An introduction to machine learning workflows covers the structured processes involved in developing machine learning models. It typically includes stages such as data collection, preprocessing, feature engineering, model selection, training, evaluation, and deployment. Understanding these workflows helps ensure systematic progress, reproducibility, and efficiency in building robust models. This foundational knowledge is essential for anyone aiming to apply machine learning techniques to real-world problems and manage projects effectively.
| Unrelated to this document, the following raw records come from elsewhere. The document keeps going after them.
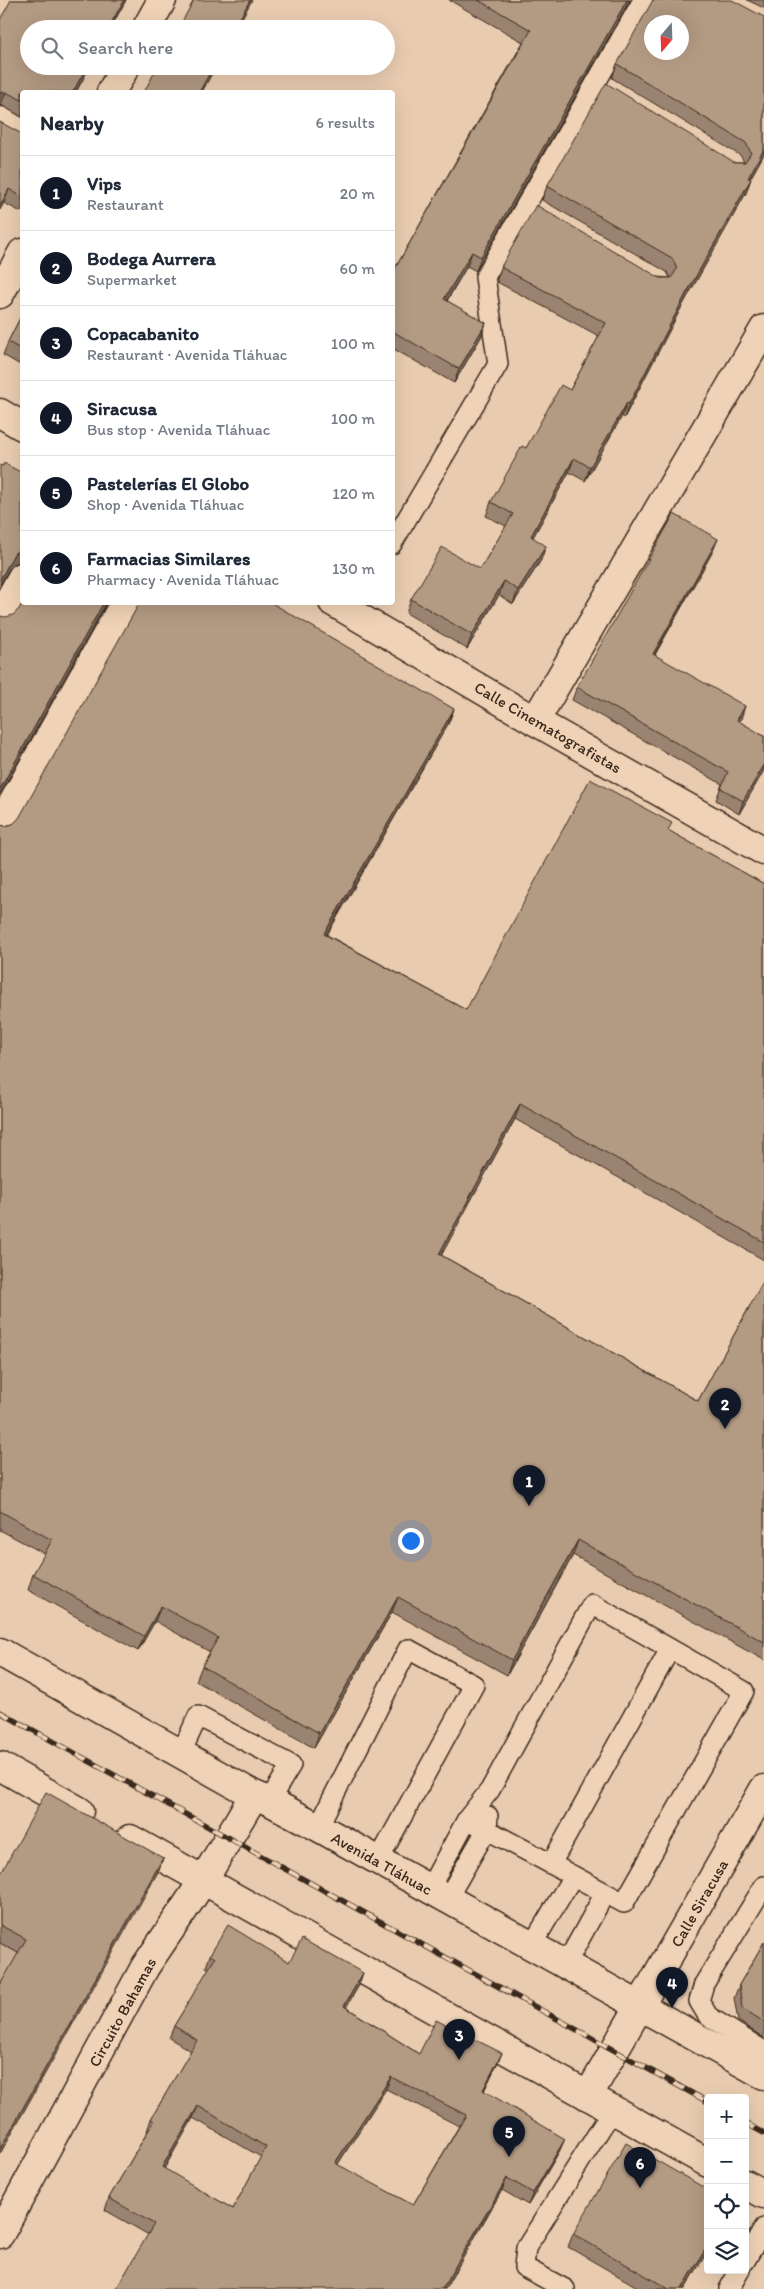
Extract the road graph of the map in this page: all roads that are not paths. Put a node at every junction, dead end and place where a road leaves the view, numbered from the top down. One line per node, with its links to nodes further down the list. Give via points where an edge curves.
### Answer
1 (162, 0): 3 (street)
2 (643, 0): 5 (lane)
3 (151, 20)
4 (121, 75): 6 (street)
5 (597, 82): 7 (lane); 10 (lane)
6 (112, 90)
7 (613, 92)
8 (0, 121): 9 (street)
9 (20, 133)
10 (527, 204): 11 (lane); 17 (lane, via 485,277 498,364)
11 (544, 214)
12 (20, 257): 13 (street)
13 (0, 294)
14 (764, 329): 22 (street)
15 (0, 413): 16 (street)
16 (20, 425)
17 (395, 539)
18 (20, 581): 21 (street)
19 (123, 605): 23 (street)
20 (348, 606): 22 (street, Calle Cinematografistas)
21 (0, 617)
22 (535, 721): 24 (street, Calle Cinematografistas)
23 (0, 826)
24 (764, 850)
25 (670, 1649): 30 (lane, via 592,1604); 36 (lane); 40 (lane, via 744,1691 624,1903)
26 (0, 1652): 27 (street, Avenida Tláhuac)
27 (181, 1753): 31 (street, Avenida Tláhuac); 31 (lane, via 198,1716 291,1765)
28 (0, 1766): 38 (street)
29 (764, 1789): 44 (street, Calle Siracusa)
30 (490, 1790): 32 (lane); 34 (lane)
31 (261, 1798): 33 (street, Avenida Tláhuac); 38 (street, Circuito Bahamas)
32 (467, 1819): 34 (lane); 41 (lane)
33 (318, 1828): 35 (street, Avenida Tláhuac); 35 (lane, via 408,1649 474,1684)
34 (486, 1829): 36 (lane); 41 (lane)
35 (378, 1861): 41 (street, Avenida Tláhuac)
36 (551, 1864): 37 (lane)
37 (572, 1876): 40 (lane); 42 (lane)
38 (203, 1881): 47 (street); 53 (street, Circuito Bahamas, via 145,1967)
39 (764, 1886): 45 (lane, via 704,1984 699,2002 708,2016)
40 (605, 1893): 43 (lane)
41 (438, 1894): 42 (street, Avenida Tláhuac)
42 (532, 1945): 43 (street, Avenida Tláhuac)
43 (566, 1964): 44 (street, Avenida Tláhuac)
44 (640, 2005): 46 (street, Avenida Tláhuac); 47 (street, Calle Siracusa)
45 (764, 2050)
46 (764, 2075)
47 (588, 2096): 48 (street)
48 (613, 2110): 49 (street); 56 (lane, via 526,2248 524,2267)
49 (704, 2161)
50 (749, 2186): 51 (street)
51 (764, 2194)
52 (764, 2228): 54 (lane)
53 (0, 2234)
54 (749, 2254)
55 (738, 2274): 57 (lane)
56 (566, 2289)
57 (729, 2289)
An introduction to machine learning workflows covers the structured processes involved in developing machine learning models. It typically includes stages such as data collection, preprocessing, feature engineering, model selection, training, evaluation, and deployment. Understanding these workflows helps ensure systematic progress, reproducibility, and efficiency in building robust models. This foundational knowledge is essential for anyone aiming to apply machine learning techniques to real-world problems and manage projects effectively.
What is a machine learning workflow?
A sequence of steps for building ML models from problem definition to deployment, typically including data collection, preprocessing, feature engineering, model selection, training, evaluation, and deployment.
What happens during data collection and preprocessing?
Data collection gathers raw data from sources; preprocessing cleans and formats it (e.g., handling missing values, normalization) to make it ready for modeling.
What is feature engineering, and why is it important?
Creating and selecting informative features from raw data to improve model performance; examples include scaling, encoding, and deriving new features.
What is model selection, training, and evaluation?
Model selection chooses the algorithm; training fits the model to data; evaluation assesses performance on held-out data to judge generalization.
What is deployment in ML?
Deploying means putting the trained model into a production environment where it makes predictions on new data, with monitoring and maintenance.